Saved data entries

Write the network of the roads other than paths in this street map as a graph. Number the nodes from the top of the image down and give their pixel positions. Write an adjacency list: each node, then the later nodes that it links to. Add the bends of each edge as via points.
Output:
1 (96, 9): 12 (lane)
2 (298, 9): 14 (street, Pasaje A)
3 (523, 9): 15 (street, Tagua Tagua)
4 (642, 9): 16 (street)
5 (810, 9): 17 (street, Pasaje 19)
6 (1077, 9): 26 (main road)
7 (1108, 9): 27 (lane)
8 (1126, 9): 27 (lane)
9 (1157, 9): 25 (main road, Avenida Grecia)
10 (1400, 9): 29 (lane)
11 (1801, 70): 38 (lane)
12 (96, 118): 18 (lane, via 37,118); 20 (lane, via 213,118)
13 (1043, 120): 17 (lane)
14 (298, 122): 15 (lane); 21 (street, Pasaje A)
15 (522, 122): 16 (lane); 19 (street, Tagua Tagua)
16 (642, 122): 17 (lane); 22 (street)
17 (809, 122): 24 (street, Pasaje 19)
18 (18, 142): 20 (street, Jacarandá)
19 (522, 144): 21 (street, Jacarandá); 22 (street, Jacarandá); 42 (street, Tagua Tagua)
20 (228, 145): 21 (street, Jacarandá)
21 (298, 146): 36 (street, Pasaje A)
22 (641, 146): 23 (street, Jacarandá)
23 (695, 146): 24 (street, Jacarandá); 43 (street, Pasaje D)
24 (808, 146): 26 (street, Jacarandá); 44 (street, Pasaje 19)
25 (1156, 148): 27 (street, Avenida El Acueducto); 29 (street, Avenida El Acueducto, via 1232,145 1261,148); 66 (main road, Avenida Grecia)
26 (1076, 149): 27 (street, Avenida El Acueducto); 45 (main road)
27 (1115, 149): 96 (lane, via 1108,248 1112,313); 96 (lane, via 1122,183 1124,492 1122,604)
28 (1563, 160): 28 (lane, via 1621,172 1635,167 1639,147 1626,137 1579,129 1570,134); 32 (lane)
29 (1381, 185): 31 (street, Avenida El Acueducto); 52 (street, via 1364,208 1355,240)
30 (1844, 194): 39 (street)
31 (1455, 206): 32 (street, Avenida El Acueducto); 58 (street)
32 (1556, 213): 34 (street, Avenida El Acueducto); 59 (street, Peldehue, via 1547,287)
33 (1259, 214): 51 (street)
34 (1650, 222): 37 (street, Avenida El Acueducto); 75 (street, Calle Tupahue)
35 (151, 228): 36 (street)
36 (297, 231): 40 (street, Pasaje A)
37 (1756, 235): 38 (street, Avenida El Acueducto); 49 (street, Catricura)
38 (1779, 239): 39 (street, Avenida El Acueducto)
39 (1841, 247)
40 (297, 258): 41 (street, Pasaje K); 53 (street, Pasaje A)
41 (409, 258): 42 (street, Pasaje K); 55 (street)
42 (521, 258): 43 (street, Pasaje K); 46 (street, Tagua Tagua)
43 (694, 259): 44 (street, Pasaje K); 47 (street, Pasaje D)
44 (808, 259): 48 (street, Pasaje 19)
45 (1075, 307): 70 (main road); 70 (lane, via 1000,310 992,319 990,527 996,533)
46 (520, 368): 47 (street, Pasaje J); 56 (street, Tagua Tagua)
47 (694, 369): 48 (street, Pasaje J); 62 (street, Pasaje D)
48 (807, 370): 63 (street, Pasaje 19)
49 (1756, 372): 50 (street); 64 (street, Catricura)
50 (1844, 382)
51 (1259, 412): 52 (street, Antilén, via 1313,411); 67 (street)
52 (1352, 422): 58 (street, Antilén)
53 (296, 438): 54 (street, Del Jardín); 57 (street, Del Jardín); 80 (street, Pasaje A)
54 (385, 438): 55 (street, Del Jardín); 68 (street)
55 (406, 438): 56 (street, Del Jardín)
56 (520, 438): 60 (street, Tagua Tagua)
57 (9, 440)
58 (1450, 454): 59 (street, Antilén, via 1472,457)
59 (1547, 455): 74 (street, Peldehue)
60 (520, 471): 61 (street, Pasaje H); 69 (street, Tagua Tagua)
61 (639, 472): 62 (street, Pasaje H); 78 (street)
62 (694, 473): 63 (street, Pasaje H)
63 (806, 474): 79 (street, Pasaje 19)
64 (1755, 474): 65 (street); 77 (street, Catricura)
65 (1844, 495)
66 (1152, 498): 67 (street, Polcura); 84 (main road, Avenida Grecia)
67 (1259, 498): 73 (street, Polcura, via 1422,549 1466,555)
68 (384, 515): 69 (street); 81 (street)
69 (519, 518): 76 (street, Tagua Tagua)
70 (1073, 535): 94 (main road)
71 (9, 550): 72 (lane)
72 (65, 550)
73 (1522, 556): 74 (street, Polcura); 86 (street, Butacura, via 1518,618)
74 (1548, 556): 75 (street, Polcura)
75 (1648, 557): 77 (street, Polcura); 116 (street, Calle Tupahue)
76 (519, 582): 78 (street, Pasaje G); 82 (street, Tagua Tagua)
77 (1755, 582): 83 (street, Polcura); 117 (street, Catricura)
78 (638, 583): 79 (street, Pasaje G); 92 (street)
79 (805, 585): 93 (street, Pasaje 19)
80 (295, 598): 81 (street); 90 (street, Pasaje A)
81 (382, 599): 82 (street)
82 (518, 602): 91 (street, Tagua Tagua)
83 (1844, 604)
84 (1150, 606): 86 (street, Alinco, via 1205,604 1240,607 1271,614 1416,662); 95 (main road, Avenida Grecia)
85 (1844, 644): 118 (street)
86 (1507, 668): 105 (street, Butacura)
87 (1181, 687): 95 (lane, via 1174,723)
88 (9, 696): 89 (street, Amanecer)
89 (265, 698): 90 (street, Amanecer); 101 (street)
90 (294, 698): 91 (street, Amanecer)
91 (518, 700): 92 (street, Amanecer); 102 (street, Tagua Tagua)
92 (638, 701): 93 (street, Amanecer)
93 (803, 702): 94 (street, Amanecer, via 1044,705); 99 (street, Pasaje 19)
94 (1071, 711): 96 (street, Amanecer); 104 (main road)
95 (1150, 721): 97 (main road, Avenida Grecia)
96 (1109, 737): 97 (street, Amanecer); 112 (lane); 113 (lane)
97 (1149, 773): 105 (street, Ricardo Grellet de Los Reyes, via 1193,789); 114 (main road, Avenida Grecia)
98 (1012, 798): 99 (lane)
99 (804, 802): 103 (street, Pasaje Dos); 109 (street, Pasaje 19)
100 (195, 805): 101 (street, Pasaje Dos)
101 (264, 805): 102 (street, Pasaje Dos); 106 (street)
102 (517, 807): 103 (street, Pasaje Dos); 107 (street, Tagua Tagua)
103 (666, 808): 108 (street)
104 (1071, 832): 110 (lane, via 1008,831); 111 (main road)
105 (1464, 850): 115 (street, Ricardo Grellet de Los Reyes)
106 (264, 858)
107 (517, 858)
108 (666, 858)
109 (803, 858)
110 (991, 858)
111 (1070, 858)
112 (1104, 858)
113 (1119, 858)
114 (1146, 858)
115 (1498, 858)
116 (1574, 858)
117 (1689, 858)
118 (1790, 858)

> EXERCISE PROMPT
Collect each line above holding the string "Peldehue".

> THE ANSWER
32 (1556, 213): 34 (street, Avenida El Acueducto); 59 (street, Peldehue, via 1547,287)
59 (1547, 455): 74 (street, Peldehue)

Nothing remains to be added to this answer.